The worker said he received no extra compensation despite logging a complaint about a job he called far more strenuous than the simple task outlined on the app.
“I had to make a video to let them know what I did was different from what they told me about the job. They said I was complaining too much – I just has to clean it,” the 22-year-old recalled.
Further north of the continent, domestic gig workers voice similar challenges.
Mona El Sayed, a 36-year-old Sudanese cleaner cum English teacher who is based in Cairo, joined Filkhedma in September to feed her three children as the cost of living spiked.
But her share of the earnings, she said, felt unfair after the platform kept a quarter for itself.
“The price of one order is 295 Egyptian pounds ($12), I take 218 Egyptian pounds ($9) from that figure…it’s pennies,” she said.
Moataz Dinana, co-founder of Filkhedma, said there was a “bonus model” that offers financial rewards to those who have higher ratings every month to supplement their income.
What worker rights?
Regulating domestic work is a challenge largely because it goes unseen, behind closed doors, says the ILO.
More than a third of the world’s domestic workers are not entitled to maternity leave.
But the apps are quick to distance themselves from labour rights issues.
“We are just a marketplace,” said Dinana of Filkhedma, explaining why employees who find work through the platform get no benefits such as maternity or sick leave.
In Nigeria, 22-year-old Adam is still waiting to hear back from Eden Life after he broke his arm when he fell down a flight of stairs mopping a client’s floor last year.
While Eden Life said it does not have a medical plan for its cleaners, it does reimburse them for any treatment if they provide photographic proof of an injury or an invoice from a hospital.
Despite sending a photo of his injured arm to his line manager on WhatsApp, and several attempts to follow up his request, Adam did not hear back and had to pay for the treatment himself.
Eden Life said it hoped to add a feedback section to the site so workers like Adam can make seek redress.

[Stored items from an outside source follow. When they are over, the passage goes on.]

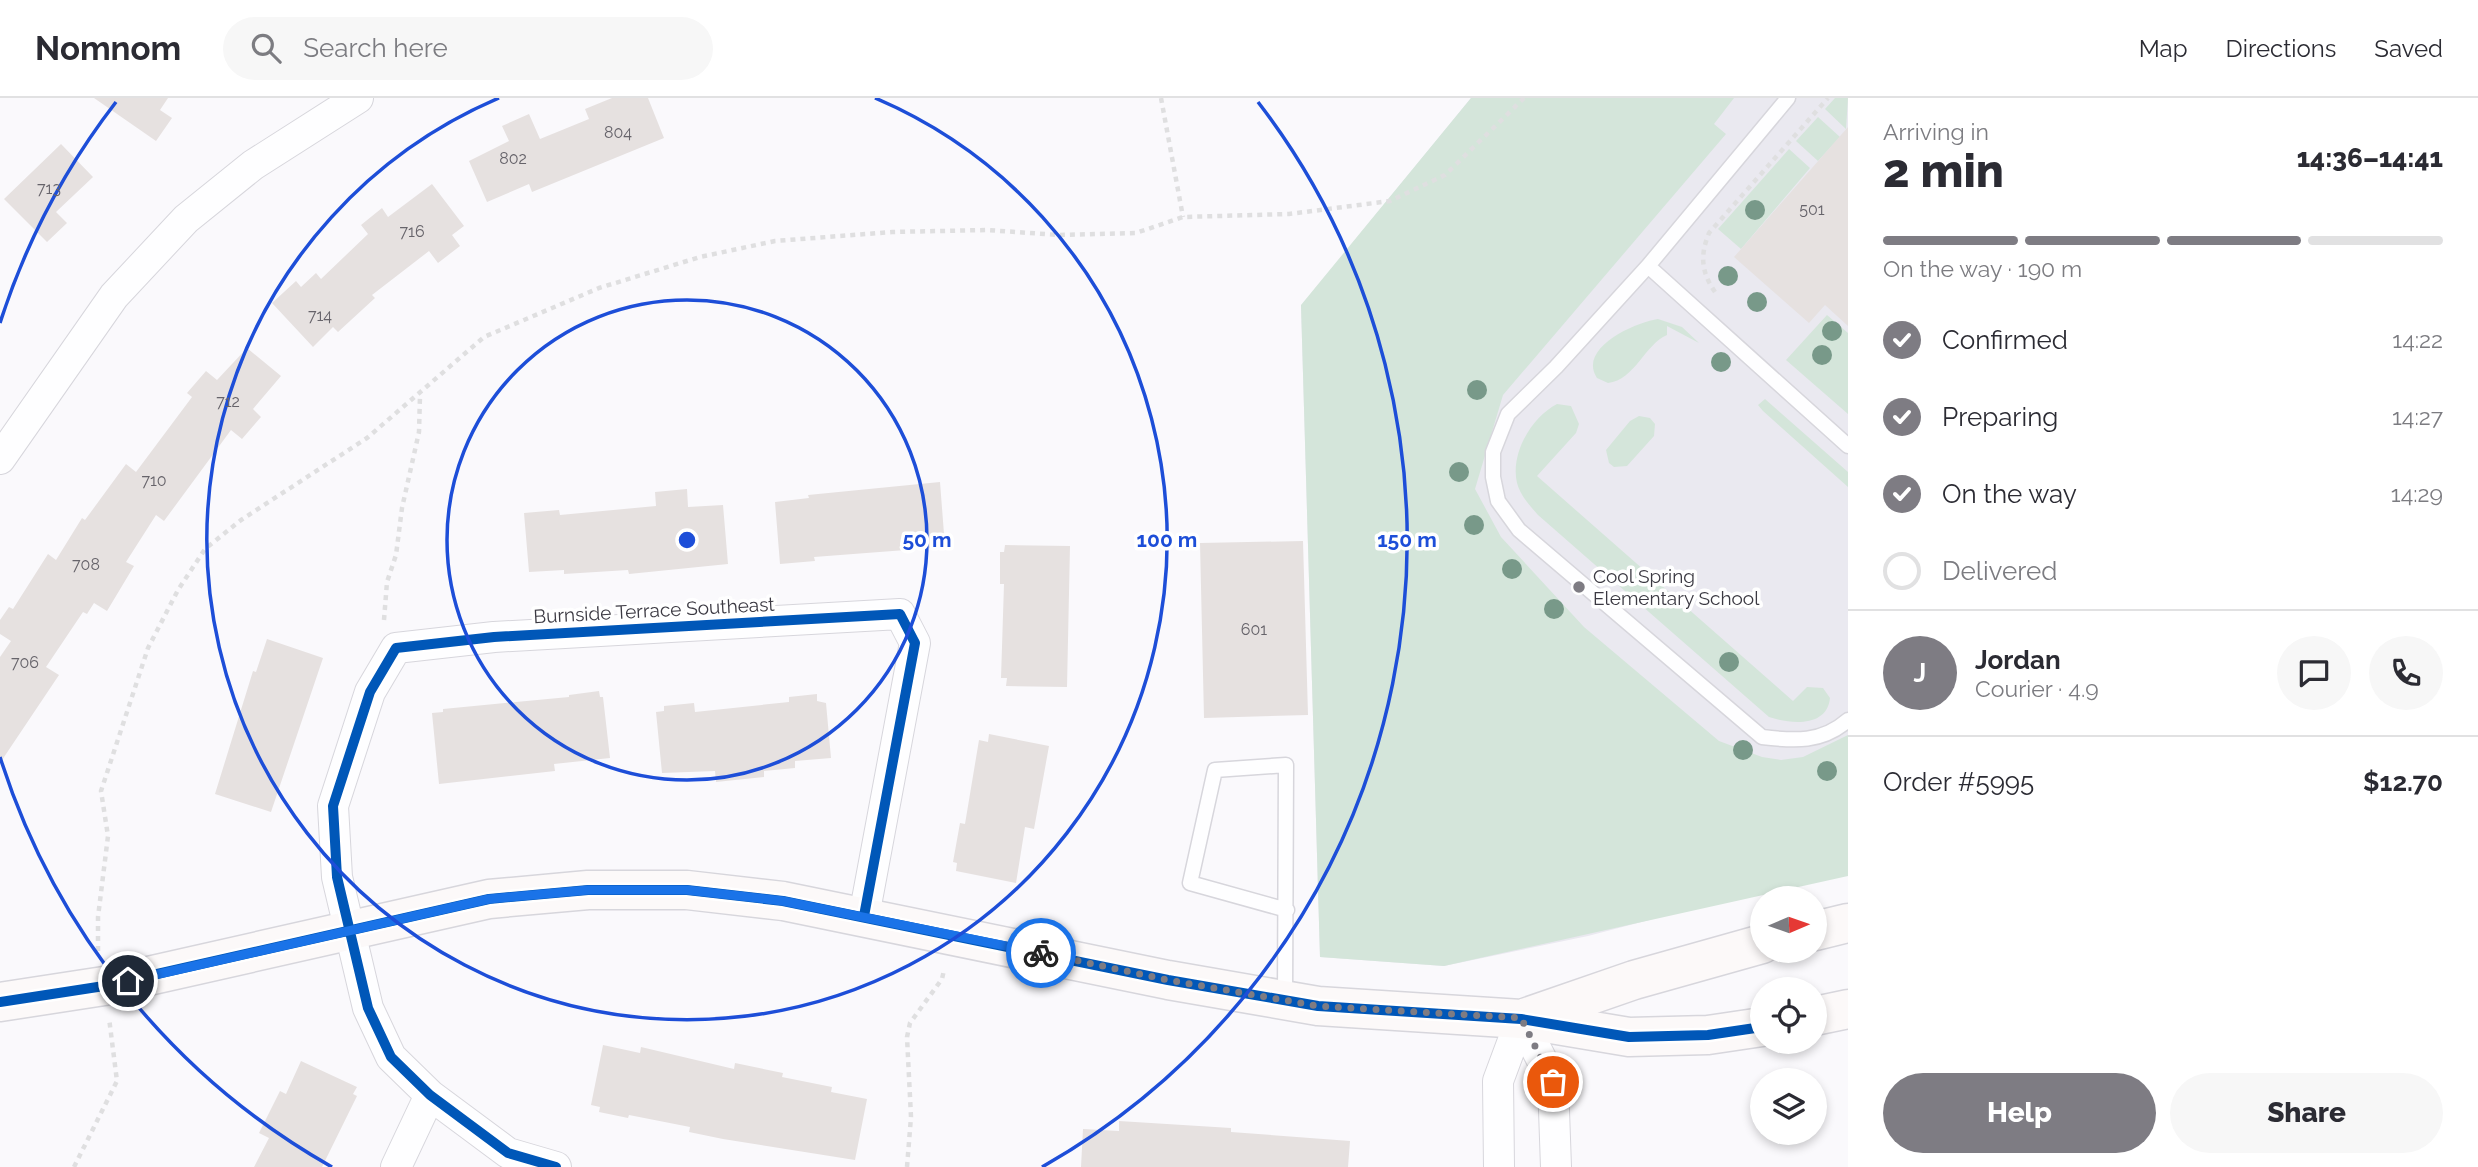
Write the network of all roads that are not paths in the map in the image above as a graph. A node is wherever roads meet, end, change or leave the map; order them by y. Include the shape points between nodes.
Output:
1 (1788, 98) edge
2 (344, 101) edge
3 (1648, 266) junction
4 (1848, 446) edge
5 (0, 459) edge
6 (1848, 720) edge
7 (1287, 911) junction
8 (864, 916) junction
9 (1848, 923) edge
10 (1827, 928) edge
11 (350, 931) junction
12 (1750, 947) edge
13 (1285, 1000) junction
14 (0, 1002) edge
15 (1848, 1009) edge
16 (1827, 1013) edge
17 (1521, 1018) junction
18 (1750, 1029) edge
19 (430, 1095) junction
20 (396, 1167) edge
21 (556, 1167) edge
22 (1499, 1167) edge
23 (1556, 1167) edge

1 - 3 lane
2 - 5 street via 186,219 114,296
3 - 4 lane
3 - 6 lane via 1508,414 1493,453 1498,501 1518,530 1762,737 1799,742 1826,734
7 - 7 lane via 1286,765 1215,770 1190,883
7 - 13 lane
8 - 11 street via 687,890 588,890 489,899
8 - 11 street, Burnside Terrace Southeast via 915,643 900,614 494,636 396,648 370,692 333,806 337,877
8 - 13 street
9 - 10 street
11 - 14 street via 104,986
11 - 19 street via 368,1008 391,1057
12 - 17 street
13 - 17 street
15 - 16 street
17 - 18 street via 1629,1037
17 - 22 street via 1498,1081
17 - 23 street via 1553,1082
19 - 20 street
19 - 21 street via 508,1153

However, it gave no timeline for launching the new feature.
Middle man
A former executive at one of the biggest gig worker sites said the platforms relied on their status as middle man in the triangle to shun certain responsibilities for the job-seekers it connected to vacancies.
Take the insurance scheme that operates in South Africa, where an employee can be registered with the Unemployment Insurance Fund (UIF) through the Department of Employment and Labour.
Should the worker then become unemployed or unable to work, short-term relief is provided to the worker through the department.
A total of 2% of the employee’s salary must be paid into the UIF each month – half paid by the employer, and the other half can be deducted from the worker’s wages.
But that depends on everyone paying into the insurance pot.
“The client and the platform don’t pay UIF – even if they are hired five days a week by the same person – because workers are not actually considered employees,” said the former Sweep South employee.
“The workers just fall between the cracks,” they said.
‘Work with us’
The very nature of the virtual registration to find work on these platforms make it hard for cleaners to share their grievances in-person and push for benefits, said Howson from Fairwork.
In countries such as India, Brazil and Mexico, gig domestic workers are pushing back against online exploitation through protests, and even designing their own worker-led apps.
Kente said the way forward was for platforms to consult the gig workers who power their profits and create a more ethical model for flexible business.
“These apps are growing around the world, but there must be a conversation with us, the unions, who have been working at the forefront of domestic worker rights for so many years,” she said
“My message to these apps is work with us, don’t leave us behind.”